A Review of the 2022 film Happening



The past few years have seen a recurring plotline in films of “girl needs an abortion, girl takes friend along for the ride while she goes to great lengths to get said abortion.” Some of these films are humorous (or try to be) like 2020’s Unpregnant or 2021’s Plan B, (which is actually very funny), while other films are much more devastating.



Eliza Hittman’s 2020 film, Never Rarely Sometimes Always, was a doozy of a film about the real struggles of someone traveling out of state to NY to try to receive an abortion. It was heartbreaking to watch, mostly, because of how real it felt. You can read my full review of Hittman’s film here.
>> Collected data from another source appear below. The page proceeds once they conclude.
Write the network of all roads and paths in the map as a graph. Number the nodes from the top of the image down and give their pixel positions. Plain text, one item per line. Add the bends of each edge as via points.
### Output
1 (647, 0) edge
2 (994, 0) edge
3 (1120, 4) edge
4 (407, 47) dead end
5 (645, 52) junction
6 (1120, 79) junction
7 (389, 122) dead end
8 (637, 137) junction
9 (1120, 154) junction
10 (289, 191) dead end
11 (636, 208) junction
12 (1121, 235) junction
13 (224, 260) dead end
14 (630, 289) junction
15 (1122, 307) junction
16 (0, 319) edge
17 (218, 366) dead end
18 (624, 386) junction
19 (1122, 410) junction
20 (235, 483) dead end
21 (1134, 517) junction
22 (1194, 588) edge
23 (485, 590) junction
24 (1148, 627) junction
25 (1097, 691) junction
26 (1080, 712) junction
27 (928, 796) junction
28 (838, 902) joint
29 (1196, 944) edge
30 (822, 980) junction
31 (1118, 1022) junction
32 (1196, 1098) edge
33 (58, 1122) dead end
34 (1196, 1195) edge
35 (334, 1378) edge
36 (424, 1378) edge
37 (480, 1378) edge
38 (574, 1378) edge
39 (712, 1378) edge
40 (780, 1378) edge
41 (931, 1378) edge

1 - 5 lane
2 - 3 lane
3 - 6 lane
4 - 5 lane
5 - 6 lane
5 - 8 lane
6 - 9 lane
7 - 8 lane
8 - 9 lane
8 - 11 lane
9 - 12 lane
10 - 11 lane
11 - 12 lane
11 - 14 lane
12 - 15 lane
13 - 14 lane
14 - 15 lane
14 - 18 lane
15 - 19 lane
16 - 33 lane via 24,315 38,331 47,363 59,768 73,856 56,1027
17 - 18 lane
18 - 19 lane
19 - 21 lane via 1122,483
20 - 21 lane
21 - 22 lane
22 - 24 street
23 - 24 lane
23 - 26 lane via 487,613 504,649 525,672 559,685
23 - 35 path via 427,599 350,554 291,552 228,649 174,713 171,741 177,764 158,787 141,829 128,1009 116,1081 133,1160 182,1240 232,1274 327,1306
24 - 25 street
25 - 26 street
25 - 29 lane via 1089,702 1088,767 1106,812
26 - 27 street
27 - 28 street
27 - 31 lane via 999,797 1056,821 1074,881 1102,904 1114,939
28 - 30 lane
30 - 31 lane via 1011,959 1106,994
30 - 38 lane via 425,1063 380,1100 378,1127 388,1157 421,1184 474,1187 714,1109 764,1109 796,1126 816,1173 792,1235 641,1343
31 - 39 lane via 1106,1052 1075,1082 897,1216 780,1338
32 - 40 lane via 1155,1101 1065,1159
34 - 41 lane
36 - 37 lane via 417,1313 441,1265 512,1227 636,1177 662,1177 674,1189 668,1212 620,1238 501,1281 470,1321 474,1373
While Hittman’s film took place in modern-day, the struggles of its main character Autumn, felt like a terrible thing of the past. In recent times, however, that past has become present again, as the US Supreme Court overturned Roe v. Wade on June 22, 2022, reversing a woman’s constitutional right to an abortion. This could lead to huge sections of states rolling back abortion rights immediately and later potentially criminalizing both the doctors performing abortions and women seeking bodily autonomy. This brings me to Audrey Diwan’s film, Happening.
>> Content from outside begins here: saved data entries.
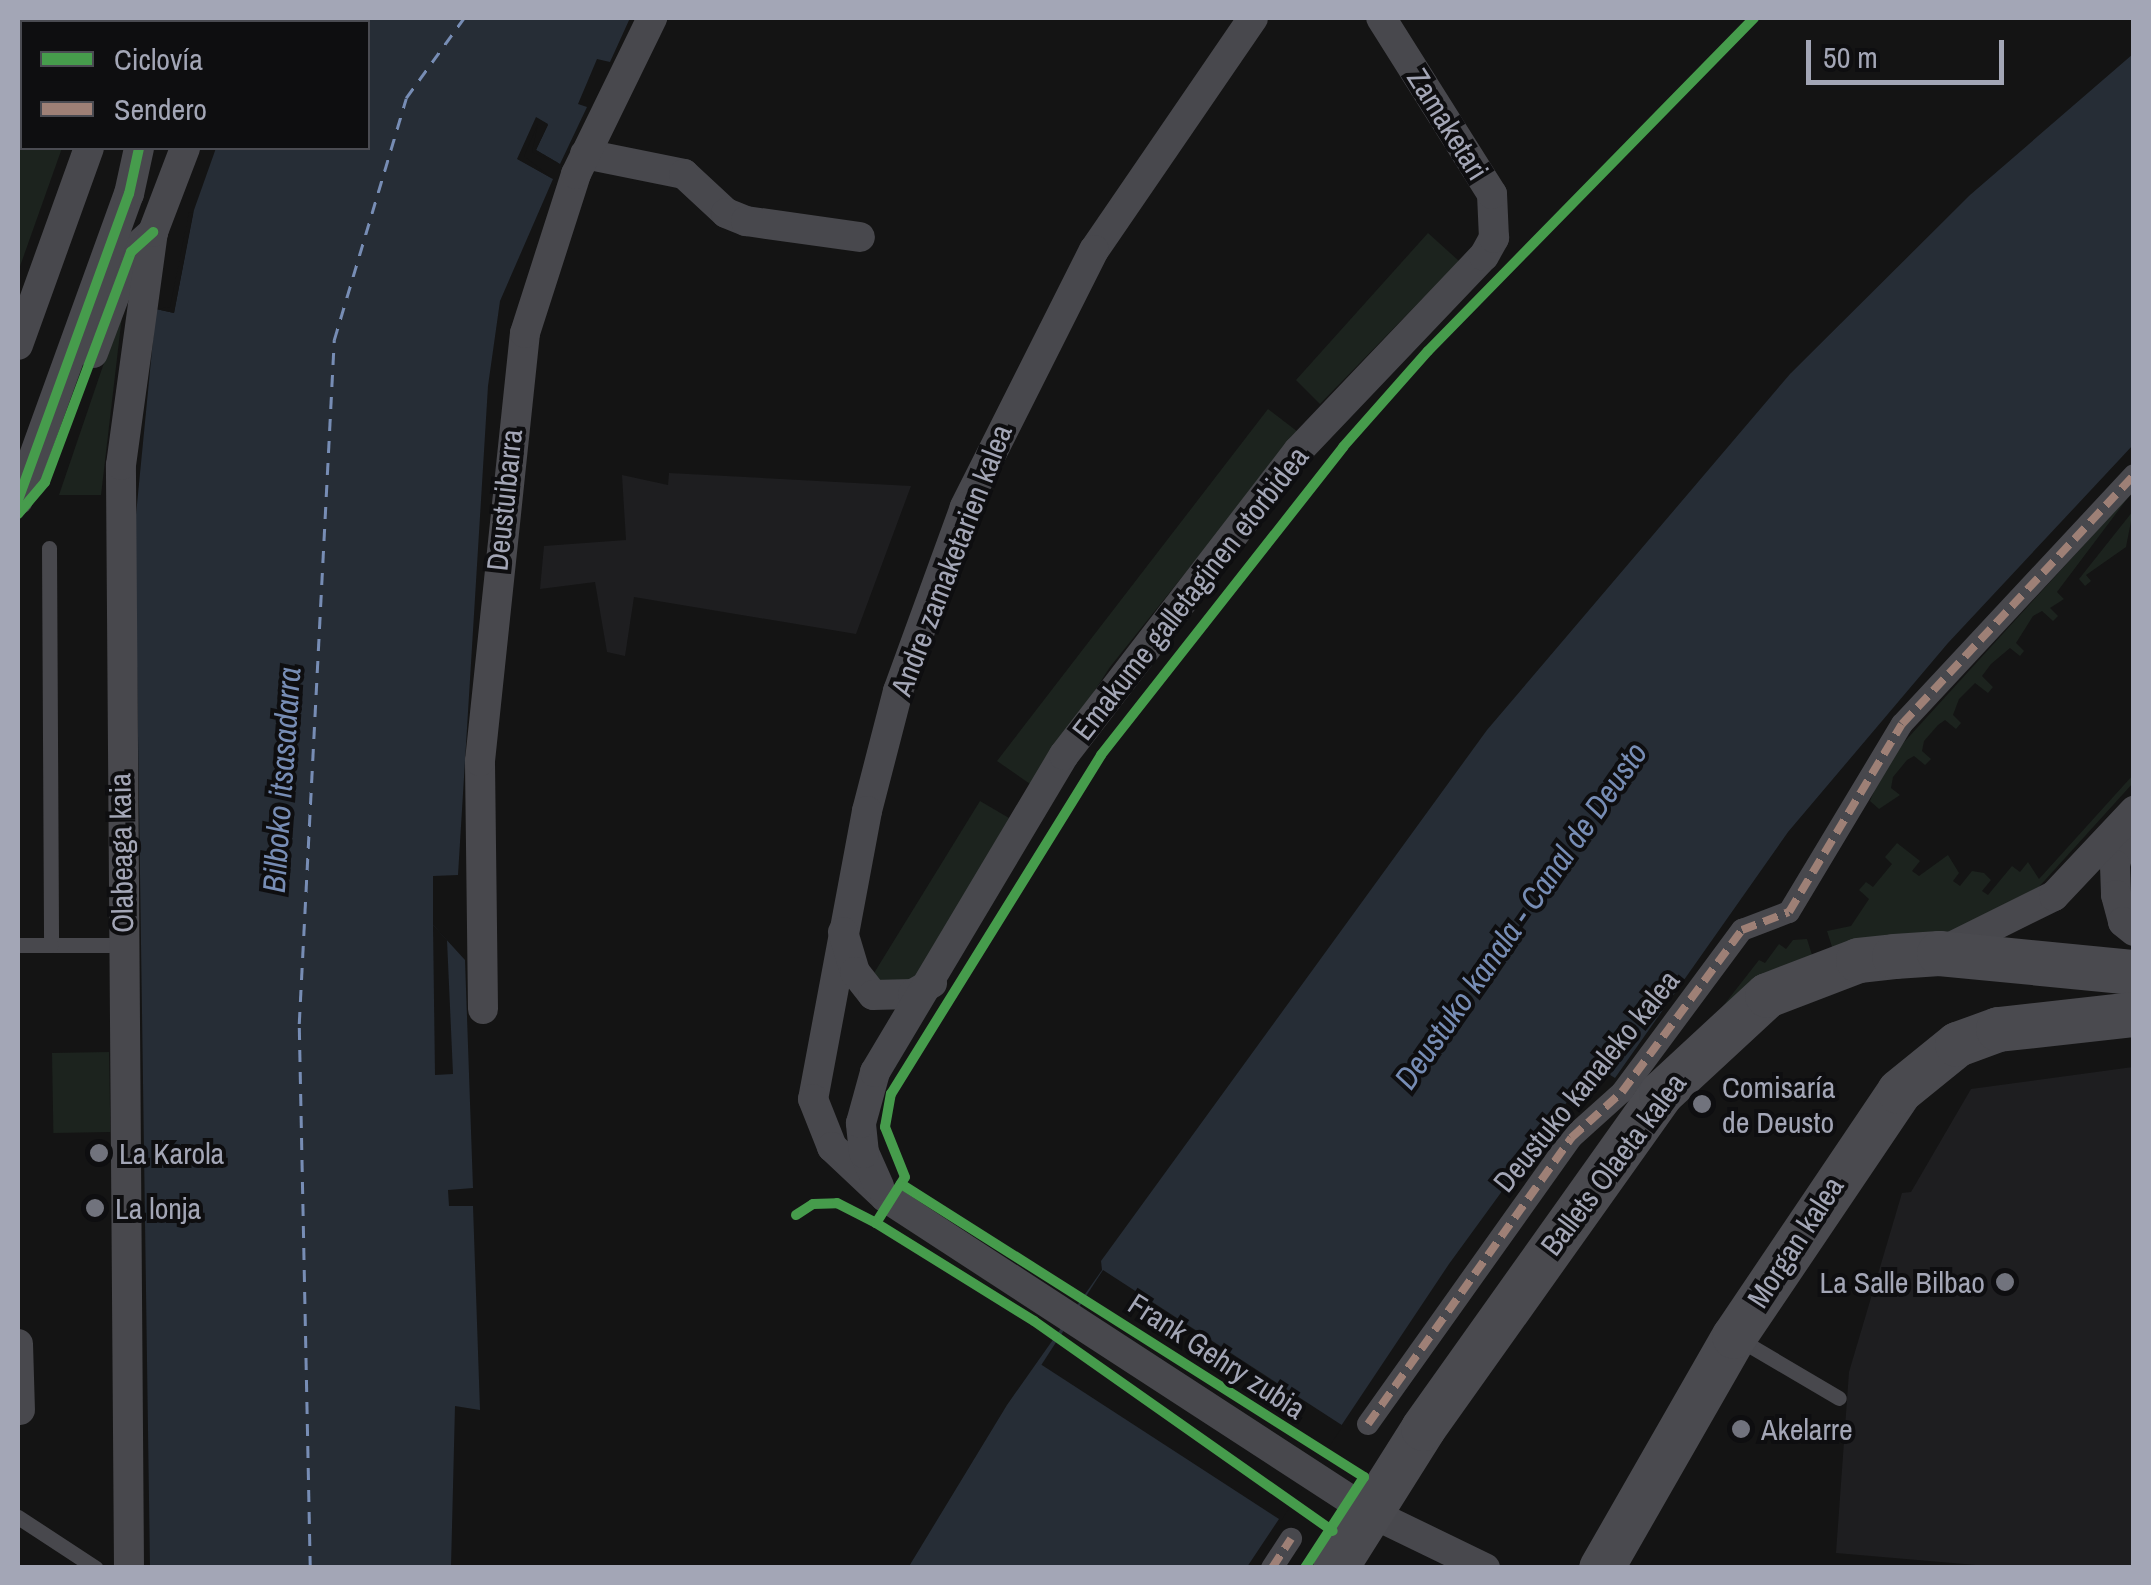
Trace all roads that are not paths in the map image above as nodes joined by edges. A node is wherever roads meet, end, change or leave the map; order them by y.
1 (652, 18) edge
2 (1253, 18) edge
3 (1381, 18) edge
4 (88, 150) edge
5 (138, 150) edge
6 (184, 150) edge
7 (585, 154) junction
8 (153, 232) junction
9 (860, 237) dead end
10 (1494, 238) joint
11 (18, 345) edge
12 (2134, 476) edge
13 (18, 500) edge
14 (18, 514) edge
15 (49, 548) dead end
16 (2131, 814) edge
17 (841, 924) junction
18 (2134, 932) edge
19 (51, 944) junction
20 (18, 945) edge
21 (122, 945) junction
22 (1939, 953) junction
23 (2134, 972) edge
24 (932, 983) junction
25 (483, 1009) dead end
26 (2134, 1014) edge
27 (885, 1197) junction
28 (1734, 1336) junction
29 (18, 1344) edge
30 (1839, 1398) dead end
31 (20, 1410) dead end
32 (1368, 1424) dead end
33 (1369, 1512) junction
34 (18, 1516) edge
35 (1291, 1539) dead end
36 (1469, 1564) edge
37 (96, 1568) edge
38 (129, 1568) edge
39 (1272, 1568) edge
40 (1335, 1568) edge
41 (1602, 1568) edge

1 - 7 street, Deustuibarra
2 - 17 street, Andre zamaketarien kalea
3 - 10 street, Zamaketari
4 - 11 street
5 - 13 street
6 - 8 street, Olabeaga kaia
7 - 9 street
7 - 25 street, Deustuibarra
8 - 14 street
8 - 21 street, Olabeaga kaia
10 - 24 street, Emakume galletaginen etorbidea
12 - 32 street, Deustuko kanaleko kalea
15 - 19 lane
16 - 18 street
16 - 22 street
17 - 24 street
17 - 27 street, Andre zamaketarien kalea
19 - 20 lane
19 - 21 lane
21 - 38 street, Olabeaga kaia
22 - 23 main road, Ballets Olaeta kalea
22 - 33 main road, Ballets Olaeta kalea
24 - 27 street, Emakume galletaginen etorbidea
26 - 28 main road, Morgan kalea
27 - 33 street, Frank Gehry zubia
28 - 30 lane
28 - 41 main road, Morgan kalea
29 - 31 street
33 - 36 street, Frank Gehry zubia
33 - 40 main road, Ballets Olaeta kalea
34 - 37 lane
35 - 39 street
Diwan wrote and directed L'événement (Happening), which is based on Annie Ernaux’s novel by the same name. It tells the story of Anne, a woman studying literature during the 1960s, who finds out she is pregnant after her first sexual encounter. During the time of the novel and film, abortion was still illegal in France. Anne is a promising and bright student, hoping to pass her exams to go on to study literature at the university level. She goes with her friends to dance with boys, but all of them “speculate” about sex, swearing it off until marriage. The alternative, becoming pregnant and having to drop out of school, is the worst-case scenario. It’s the harrowing possibility of that scenario that our protagonist Anne finds herself in early on in the film.



Anne spends most of Happening trying to find a way to have an illegal abortion. Most doctors will not treat her. They would be opening themselves up to the possibility of being thrown in jail for doing the procedure. One disapproving doctor even goes out of his way to stop her (I won’t explain how, as it would spoil this tense sequence in the film). The film is punctuated throughout by the description of how many weeks pregnant Anne is, as she finds herself in increasingly desperate circumstances. Her studies begin to fall by the wayside as she struggles to find a way out of her pregnancy. She is determined to continue her studies, but her attention to finding a way out of her current situation is wrecking her shot at being admitted to a university by diverting her attention.




Anne, played by Anamaria Vartolomei, is a quiet force throughout the film. Once she finds out she is pregnant, she finds herself alone. She cannot go to her family or her teachers. When she appeals to her sexual partner for help, he is disgusted and terrified that he will also get into trouble. Her two closest friends also abandon her in her time of need, fearing that they will be arrested by association. A male friend tries to proposition her when she goes to him for help, stating something along the lines of, “there’s no worry, you’re already pregnant.” Gross.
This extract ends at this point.